REQUIRED ACTION: Within the records below, reproduce without change the lines from the line that has "Trace the roads" through the line that has "Turn the roads", and only those.
::: SUPPLIED RECORDS :::
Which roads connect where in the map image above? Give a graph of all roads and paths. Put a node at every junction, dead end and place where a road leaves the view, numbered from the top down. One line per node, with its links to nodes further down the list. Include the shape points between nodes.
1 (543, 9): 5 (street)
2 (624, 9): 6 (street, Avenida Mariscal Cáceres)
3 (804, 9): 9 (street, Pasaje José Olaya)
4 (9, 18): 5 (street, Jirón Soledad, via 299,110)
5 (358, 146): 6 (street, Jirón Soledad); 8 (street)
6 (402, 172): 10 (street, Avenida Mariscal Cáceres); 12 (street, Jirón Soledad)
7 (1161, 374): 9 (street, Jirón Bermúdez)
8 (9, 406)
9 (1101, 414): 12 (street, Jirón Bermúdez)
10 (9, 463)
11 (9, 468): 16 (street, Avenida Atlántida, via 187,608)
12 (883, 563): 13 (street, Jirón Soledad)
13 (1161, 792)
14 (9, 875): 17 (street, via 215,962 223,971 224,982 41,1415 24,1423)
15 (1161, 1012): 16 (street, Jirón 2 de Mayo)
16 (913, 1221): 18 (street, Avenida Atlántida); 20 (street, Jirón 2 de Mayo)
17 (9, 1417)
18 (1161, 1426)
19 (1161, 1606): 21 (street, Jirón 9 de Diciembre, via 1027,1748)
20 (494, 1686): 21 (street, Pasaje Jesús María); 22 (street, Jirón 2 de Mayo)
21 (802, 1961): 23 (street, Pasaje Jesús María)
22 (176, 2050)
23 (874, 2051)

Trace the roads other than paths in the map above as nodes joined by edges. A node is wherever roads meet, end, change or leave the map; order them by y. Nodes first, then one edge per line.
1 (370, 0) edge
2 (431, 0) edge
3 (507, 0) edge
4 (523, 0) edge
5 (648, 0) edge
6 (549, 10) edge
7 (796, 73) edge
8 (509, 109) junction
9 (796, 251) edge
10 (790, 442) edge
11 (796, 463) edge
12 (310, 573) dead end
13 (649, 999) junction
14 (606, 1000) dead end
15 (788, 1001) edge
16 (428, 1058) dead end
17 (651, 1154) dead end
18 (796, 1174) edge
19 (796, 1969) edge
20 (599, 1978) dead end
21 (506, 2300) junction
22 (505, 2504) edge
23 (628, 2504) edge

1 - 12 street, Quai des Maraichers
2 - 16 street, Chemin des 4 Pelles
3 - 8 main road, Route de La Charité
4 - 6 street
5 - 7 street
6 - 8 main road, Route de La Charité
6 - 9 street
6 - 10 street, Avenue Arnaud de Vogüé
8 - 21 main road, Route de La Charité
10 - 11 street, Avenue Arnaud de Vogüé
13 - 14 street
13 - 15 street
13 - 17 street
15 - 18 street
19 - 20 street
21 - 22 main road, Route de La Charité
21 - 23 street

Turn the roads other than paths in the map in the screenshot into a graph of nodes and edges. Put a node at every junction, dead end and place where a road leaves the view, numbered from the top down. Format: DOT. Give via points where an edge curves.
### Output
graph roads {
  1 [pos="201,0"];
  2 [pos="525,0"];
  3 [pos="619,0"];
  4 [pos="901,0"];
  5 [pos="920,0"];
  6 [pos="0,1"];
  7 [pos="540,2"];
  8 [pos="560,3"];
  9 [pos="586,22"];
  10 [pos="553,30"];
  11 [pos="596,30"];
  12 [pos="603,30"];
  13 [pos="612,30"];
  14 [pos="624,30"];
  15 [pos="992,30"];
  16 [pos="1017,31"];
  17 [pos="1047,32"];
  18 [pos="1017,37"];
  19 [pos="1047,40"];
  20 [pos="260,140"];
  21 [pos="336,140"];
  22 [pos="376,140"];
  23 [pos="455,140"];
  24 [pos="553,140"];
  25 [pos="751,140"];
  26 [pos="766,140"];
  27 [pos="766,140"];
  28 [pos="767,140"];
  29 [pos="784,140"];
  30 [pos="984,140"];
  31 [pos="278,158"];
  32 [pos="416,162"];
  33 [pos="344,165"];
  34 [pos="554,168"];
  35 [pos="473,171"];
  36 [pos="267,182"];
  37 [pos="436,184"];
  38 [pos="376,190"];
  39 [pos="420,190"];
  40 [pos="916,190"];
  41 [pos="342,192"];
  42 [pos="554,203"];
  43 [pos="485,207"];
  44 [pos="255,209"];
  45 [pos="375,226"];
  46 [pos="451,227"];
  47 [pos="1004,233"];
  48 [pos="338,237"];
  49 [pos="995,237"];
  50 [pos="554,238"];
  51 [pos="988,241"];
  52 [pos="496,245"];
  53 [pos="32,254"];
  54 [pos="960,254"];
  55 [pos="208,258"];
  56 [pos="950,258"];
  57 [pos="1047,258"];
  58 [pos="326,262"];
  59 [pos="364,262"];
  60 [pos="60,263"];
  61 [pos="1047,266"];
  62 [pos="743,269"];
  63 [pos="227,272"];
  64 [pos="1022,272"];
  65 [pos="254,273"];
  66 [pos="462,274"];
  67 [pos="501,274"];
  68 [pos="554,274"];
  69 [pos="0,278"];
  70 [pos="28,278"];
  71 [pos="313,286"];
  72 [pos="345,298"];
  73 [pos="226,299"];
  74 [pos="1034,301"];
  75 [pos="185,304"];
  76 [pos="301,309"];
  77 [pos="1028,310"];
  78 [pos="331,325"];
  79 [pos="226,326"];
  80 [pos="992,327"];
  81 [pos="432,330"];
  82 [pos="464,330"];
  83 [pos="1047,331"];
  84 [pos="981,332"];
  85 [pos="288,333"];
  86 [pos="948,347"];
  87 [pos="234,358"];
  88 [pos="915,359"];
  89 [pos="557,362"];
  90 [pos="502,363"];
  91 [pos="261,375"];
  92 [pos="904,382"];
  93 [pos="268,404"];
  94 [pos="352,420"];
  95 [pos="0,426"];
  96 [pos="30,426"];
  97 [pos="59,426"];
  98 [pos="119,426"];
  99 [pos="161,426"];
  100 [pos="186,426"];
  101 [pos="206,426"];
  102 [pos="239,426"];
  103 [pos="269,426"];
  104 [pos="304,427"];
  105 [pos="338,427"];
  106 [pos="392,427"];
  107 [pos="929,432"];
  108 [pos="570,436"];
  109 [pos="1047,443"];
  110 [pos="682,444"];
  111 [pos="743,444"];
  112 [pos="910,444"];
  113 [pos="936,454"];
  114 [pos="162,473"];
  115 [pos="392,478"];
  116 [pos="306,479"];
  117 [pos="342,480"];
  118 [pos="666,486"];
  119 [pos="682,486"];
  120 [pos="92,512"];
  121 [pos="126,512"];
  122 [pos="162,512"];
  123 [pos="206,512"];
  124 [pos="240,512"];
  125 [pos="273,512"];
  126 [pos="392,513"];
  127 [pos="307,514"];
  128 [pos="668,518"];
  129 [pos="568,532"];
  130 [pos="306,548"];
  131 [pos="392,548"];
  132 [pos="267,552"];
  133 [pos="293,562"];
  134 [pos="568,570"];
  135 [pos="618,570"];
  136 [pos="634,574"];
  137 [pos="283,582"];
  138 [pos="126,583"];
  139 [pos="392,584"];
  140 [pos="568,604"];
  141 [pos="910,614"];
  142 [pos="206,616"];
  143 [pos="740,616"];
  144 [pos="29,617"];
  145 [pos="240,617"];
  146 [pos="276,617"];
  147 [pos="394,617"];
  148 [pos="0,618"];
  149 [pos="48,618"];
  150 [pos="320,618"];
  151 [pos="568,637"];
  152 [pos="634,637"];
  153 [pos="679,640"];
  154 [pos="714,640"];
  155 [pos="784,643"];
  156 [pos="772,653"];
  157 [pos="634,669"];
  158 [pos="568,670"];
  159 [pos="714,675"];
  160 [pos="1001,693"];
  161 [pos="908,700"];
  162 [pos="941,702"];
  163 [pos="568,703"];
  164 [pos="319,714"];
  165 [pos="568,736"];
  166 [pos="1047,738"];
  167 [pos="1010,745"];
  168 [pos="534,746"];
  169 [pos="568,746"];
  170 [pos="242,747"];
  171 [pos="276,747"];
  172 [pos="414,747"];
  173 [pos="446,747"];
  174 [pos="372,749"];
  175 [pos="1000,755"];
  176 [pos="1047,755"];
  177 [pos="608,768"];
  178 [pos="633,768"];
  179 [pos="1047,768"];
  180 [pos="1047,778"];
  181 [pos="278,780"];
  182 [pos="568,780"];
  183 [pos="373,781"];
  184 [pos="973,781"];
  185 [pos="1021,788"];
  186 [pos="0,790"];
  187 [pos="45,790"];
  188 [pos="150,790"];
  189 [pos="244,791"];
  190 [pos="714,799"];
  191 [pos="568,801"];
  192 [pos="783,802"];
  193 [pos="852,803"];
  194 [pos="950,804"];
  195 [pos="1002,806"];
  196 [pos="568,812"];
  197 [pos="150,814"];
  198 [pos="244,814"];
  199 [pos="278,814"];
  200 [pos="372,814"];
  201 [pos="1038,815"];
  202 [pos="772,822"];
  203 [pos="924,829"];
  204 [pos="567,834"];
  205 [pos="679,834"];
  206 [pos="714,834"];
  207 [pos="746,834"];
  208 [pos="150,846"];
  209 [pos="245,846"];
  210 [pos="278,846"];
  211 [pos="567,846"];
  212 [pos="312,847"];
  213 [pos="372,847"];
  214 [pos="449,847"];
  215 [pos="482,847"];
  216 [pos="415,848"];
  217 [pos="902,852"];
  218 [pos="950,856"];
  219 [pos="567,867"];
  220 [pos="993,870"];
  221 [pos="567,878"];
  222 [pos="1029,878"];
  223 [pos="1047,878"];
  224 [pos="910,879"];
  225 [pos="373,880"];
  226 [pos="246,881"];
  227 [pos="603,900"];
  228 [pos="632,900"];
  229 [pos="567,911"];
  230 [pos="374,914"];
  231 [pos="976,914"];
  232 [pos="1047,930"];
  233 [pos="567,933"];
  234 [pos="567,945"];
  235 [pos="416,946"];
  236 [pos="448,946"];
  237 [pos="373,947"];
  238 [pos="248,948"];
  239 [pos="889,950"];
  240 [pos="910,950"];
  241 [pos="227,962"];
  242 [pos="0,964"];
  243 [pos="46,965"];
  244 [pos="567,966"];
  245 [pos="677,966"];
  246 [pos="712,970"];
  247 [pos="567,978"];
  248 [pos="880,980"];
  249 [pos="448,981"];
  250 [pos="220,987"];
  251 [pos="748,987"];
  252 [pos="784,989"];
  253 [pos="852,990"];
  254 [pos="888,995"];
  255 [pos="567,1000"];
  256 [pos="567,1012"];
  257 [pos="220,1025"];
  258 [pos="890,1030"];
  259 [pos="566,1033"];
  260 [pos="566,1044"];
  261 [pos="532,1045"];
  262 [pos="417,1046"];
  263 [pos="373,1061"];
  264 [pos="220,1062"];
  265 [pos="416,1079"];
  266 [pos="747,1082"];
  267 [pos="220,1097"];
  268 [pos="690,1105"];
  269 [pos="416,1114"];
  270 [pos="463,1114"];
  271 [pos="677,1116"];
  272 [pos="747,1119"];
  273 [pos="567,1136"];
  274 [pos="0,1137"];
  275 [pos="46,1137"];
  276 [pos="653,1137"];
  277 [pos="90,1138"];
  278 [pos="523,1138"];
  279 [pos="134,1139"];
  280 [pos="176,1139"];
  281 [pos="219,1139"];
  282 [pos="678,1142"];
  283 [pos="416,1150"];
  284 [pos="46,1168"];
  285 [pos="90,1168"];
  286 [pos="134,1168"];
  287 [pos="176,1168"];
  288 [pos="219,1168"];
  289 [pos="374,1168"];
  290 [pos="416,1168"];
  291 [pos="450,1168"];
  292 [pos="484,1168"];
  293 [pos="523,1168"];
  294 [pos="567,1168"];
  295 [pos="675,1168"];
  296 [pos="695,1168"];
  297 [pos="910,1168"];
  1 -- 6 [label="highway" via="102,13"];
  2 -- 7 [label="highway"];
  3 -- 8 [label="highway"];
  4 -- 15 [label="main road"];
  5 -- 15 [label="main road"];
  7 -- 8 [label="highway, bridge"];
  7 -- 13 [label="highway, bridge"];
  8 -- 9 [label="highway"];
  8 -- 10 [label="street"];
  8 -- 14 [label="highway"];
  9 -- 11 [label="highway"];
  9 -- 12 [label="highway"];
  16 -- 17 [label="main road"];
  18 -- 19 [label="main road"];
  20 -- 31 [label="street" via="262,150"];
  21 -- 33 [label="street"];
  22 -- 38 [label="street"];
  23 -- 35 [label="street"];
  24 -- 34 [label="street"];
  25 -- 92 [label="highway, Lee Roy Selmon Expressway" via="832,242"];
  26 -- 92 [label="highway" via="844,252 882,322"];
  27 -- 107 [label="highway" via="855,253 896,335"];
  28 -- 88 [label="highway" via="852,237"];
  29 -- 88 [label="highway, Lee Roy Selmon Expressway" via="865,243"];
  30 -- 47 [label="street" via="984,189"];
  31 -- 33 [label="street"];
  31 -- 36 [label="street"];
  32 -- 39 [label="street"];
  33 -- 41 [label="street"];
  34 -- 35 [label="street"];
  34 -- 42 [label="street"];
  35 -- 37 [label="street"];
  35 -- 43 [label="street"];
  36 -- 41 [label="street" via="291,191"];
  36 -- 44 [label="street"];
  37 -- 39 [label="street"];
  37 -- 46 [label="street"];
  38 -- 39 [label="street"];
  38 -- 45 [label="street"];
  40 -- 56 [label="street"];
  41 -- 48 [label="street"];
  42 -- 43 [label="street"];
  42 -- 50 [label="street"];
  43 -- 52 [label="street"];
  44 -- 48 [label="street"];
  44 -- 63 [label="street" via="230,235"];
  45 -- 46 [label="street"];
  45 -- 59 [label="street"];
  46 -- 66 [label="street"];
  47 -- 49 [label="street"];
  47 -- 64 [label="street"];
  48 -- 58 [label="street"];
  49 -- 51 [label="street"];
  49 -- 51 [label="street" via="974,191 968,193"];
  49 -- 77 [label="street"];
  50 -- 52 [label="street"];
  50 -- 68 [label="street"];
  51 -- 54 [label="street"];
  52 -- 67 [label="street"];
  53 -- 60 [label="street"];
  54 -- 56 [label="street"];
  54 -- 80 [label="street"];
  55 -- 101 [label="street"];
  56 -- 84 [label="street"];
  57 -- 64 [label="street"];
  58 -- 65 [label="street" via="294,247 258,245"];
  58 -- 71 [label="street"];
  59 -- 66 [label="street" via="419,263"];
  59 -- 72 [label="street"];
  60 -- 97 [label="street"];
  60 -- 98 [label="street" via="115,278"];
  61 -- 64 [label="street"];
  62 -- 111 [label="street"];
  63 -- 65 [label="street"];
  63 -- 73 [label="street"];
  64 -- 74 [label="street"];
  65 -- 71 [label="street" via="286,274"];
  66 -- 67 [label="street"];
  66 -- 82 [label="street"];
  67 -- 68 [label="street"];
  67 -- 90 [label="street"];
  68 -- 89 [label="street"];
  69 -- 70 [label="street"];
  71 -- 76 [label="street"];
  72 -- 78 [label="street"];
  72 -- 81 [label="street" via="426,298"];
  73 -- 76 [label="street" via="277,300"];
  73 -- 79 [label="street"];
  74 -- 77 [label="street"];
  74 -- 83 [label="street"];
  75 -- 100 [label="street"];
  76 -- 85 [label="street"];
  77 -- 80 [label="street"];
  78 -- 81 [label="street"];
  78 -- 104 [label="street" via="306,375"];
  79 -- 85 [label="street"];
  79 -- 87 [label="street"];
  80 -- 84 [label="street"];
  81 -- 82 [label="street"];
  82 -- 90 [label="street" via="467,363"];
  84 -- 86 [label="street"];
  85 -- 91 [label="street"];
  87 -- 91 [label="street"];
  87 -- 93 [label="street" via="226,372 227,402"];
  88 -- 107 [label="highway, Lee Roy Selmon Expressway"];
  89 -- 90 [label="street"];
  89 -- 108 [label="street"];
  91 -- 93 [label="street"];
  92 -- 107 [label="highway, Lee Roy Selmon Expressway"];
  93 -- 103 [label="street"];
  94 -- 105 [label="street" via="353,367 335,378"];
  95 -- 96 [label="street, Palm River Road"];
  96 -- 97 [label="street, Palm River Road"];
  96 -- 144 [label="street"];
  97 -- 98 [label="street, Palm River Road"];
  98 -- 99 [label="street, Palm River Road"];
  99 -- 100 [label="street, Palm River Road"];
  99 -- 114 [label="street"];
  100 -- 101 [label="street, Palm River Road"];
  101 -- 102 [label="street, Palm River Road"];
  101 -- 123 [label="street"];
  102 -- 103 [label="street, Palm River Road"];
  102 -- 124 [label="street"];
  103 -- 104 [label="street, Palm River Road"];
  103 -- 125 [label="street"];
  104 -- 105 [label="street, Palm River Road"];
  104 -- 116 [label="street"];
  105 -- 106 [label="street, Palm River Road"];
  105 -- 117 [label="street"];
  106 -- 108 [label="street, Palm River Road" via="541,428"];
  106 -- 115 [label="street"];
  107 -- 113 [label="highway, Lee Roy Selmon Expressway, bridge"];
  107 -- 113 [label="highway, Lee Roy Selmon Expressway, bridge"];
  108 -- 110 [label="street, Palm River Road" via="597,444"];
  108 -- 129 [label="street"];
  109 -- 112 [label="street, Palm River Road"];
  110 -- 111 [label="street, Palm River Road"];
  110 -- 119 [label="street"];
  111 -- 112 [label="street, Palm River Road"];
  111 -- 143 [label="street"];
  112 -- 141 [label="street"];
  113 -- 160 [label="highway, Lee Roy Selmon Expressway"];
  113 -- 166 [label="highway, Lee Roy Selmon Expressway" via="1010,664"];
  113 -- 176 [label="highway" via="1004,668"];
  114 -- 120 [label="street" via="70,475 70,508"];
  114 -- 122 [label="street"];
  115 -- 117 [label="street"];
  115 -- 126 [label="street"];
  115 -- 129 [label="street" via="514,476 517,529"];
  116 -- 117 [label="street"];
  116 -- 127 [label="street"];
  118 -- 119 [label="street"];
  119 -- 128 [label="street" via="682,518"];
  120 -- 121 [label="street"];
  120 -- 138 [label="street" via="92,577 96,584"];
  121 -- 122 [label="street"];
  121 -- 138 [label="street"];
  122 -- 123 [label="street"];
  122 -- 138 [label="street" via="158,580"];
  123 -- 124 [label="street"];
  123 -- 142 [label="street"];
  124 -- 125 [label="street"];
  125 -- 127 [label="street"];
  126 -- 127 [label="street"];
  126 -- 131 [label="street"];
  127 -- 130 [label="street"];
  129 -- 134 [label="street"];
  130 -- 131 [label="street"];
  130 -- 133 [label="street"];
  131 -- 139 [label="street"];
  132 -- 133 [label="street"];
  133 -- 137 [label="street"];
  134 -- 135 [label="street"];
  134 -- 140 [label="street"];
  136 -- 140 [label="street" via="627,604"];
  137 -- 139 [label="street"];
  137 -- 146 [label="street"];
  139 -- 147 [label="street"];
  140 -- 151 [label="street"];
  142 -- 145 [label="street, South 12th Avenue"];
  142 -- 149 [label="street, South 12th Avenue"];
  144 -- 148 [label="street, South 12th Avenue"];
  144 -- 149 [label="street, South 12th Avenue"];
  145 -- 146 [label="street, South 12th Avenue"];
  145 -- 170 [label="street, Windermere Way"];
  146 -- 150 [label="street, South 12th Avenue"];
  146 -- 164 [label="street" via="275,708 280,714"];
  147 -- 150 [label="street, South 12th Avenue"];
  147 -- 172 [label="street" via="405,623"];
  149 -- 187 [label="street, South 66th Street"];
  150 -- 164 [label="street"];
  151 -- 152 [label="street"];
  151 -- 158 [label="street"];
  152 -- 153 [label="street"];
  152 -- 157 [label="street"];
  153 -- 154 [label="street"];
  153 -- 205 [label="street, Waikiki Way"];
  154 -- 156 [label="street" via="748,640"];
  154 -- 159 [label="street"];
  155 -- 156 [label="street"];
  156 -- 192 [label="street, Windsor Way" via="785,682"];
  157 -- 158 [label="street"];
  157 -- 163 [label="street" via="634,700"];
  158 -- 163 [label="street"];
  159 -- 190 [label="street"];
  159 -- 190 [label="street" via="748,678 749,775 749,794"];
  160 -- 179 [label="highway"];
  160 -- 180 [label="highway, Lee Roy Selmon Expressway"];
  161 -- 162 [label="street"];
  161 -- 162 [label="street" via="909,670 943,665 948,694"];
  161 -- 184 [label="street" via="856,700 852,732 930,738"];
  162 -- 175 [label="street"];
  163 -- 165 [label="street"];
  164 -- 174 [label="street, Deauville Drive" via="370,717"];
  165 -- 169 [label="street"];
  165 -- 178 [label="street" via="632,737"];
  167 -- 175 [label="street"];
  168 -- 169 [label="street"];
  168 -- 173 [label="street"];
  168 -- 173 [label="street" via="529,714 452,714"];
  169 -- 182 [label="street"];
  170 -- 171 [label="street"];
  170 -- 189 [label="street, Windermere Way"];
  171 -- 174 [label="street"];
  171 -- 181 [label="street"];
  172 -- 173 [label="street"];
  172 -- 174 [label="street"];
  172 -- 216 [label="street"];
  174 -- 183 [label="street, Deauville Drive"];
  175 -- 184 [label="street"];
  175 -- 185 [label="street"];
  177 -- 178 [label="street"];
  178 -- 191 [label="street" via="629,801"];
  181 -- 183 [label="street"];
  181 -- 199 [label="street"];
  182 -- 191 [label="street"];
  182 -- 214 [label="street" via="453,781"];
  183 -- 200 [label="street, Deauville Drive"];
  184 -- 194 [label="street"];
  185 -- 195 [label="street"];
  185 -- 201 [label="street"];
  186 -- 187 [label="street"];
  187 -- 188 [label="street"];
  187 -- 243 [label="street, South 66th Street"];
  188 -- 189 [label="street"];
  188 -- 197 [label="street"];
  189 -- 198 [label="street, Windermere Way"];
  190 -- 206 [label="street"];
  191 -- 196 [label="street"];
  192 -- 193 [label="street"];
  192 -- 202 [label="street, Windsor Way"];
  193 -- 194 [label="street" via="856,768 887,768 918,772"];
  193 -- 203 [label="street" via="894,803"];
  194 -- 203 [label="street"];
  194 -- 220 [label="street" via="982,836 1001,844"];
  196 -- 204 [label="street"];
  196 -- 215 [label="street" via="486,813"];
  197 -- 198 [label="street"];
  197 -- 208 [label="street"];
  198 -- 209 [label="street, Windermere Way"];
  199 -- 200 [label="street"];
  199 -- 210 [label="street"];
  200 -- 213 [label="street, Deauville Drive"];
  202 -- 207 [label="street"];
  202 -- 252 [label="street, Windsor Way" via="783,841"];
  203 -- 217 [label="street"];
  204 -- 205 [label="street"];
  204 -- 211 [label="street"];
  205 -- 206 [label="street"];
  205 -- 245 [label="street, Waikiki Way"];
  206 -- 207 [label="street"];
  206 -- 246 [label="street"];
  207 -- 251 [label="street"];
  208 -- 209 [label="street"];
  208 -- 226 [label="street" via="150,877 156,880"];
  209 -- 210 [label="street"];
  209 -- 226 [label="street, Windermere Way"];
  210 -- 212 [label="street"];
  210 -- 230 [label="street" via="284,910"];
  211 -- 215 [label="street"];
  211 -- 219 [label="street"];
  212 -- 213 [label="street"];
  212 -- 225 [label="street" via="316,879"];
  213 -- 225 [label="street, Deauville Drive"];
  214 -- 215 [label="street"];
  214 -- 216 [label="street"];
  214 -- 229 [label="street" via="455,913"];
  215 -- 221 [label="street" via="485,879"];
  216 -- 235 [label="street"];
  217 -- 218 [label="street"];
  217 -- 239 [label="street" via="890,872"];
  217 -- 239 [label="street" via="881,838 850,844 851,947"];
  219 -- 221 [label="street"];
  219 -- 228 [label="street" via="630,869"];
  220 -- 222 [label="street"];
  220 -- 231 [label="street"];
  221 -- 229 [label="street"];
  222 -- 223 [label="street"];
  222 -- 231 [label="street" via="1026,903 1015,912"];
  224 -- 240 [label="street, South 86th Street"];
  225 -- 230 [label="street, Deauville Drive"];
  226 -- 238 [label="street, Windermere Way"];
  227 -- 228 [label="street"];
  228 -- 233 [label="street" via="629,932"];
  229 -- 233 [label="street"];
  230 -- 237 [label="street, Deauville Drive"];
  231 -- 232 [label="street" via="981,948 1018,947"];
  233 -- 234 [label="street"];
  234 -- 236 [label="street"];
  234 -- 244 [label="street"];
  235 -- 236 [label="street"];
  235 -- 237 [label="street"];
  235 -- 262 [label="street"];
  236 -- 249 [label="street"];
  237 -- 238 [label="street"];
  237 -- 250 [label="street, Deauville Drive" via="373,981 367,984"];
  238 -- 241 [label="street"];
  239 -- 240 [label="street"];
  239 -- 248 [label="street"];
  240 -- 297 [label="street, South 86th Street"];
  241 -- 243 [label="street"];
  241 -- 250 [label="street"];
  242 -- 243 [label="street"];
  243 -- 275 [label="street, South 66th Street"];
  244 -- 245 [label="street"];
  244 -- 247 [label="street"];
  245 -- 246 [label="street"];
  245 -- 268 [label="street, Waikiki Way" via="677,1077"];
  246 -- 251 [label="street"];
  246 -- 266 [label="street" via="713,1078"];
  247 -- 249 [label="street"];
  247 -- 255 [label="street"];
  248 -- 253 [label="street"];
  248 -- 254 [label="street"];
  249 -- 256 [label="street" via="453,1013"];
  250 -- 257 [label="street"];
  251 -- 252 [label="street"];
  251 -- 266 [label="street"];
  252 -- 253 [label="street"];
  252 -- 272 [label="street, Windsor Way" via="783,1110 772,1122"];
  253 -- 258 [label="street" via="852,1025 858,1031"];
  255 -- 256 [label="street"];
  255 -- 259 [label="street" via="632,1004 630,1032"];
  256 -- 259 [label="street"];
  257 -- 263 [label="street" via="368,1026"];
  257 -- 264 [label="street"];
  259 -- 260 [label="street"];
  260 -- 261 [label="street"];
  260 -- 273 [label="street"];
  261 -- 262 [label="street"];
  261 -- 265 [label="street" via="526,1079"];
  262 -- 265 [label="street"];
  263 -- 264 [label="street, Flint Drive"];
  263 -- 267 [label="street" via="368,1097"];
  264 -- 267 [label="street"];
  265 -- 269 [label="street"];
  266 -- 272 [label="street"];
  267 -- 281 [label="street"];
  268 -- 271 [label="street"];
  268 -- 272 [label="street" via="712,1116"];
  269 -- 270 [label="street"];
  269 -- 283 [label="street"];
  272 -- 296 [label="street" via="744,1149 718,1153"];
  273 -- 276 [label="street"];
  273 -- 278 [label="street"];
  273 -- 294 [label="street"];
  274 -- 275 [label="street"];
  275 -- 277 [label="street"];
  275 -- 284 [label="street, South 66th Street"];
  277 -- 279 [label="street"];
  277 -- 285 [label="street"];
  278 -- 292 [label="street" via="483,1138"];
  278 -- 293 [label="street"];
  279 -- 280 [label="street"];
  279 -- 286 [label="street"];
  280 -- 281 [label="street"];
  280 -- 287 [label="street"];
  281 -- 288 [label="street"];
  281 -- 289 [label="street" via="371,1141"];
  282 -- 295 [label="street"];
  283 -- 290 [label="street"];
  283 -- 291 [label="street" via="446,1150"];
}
:::
ANSWER SECTION:
Trace the roads other than paths in the map above as nodes joined by edges. A node is wherever roads meet, end, change or leave the map; order them by y. Nodes first, then one edge per line.
1 (370, 0) edge
2 (431, 0) edge
3 (507, 0) edge
4 (523, 0) edge
5 (648, 0) edge
6 (549, 10) edge
7 (796, 73) edge
8 (509, 109) junction
9 (796, 251) edge
10 (790, 442) edge
11 (796, 463) edge
12 (310, 573) dead end
13 (649, 999) junction
14 (606, 1000) dead end
15 (788, 1001) edge
16 (428, 1058) dead end
17 (651, 1154) dead end
18 (796, 1174) edge
19 (796, 1969) edge
20 (599, 1978) dead end
21 (506, 2300) junction
22 (505, 2504) edge
23 (628, 2504) edge

1 - 12 street, Quai des Maraichers
2 - 16 street, Chemin des 4 Pelles
3 - 8 main road, Route de La Charité
4 - 6 street
5 - 7 street
6 - 8 main road, Route de La Charité
6 - 9 street
6 - 10 street, Avenue Arnaud de Vogüé
8 - 21 main road, Route de La Charité
10 - 11 street, Avenue Arnaud de Vogüé
13 - 14 street
13 - 15 street
13 - 17 street
15 - 18 street
19 - 20 street
21 - 22 main road, Route de La Charité
21 - 23 street

Turn the roads other than paths in the map in the screenshot into a graph of nodes and edges. Put a node at every junction, dead end and place where a road leaves the view, numbered from the top down. Format: DOT. Give via points where an edge curves.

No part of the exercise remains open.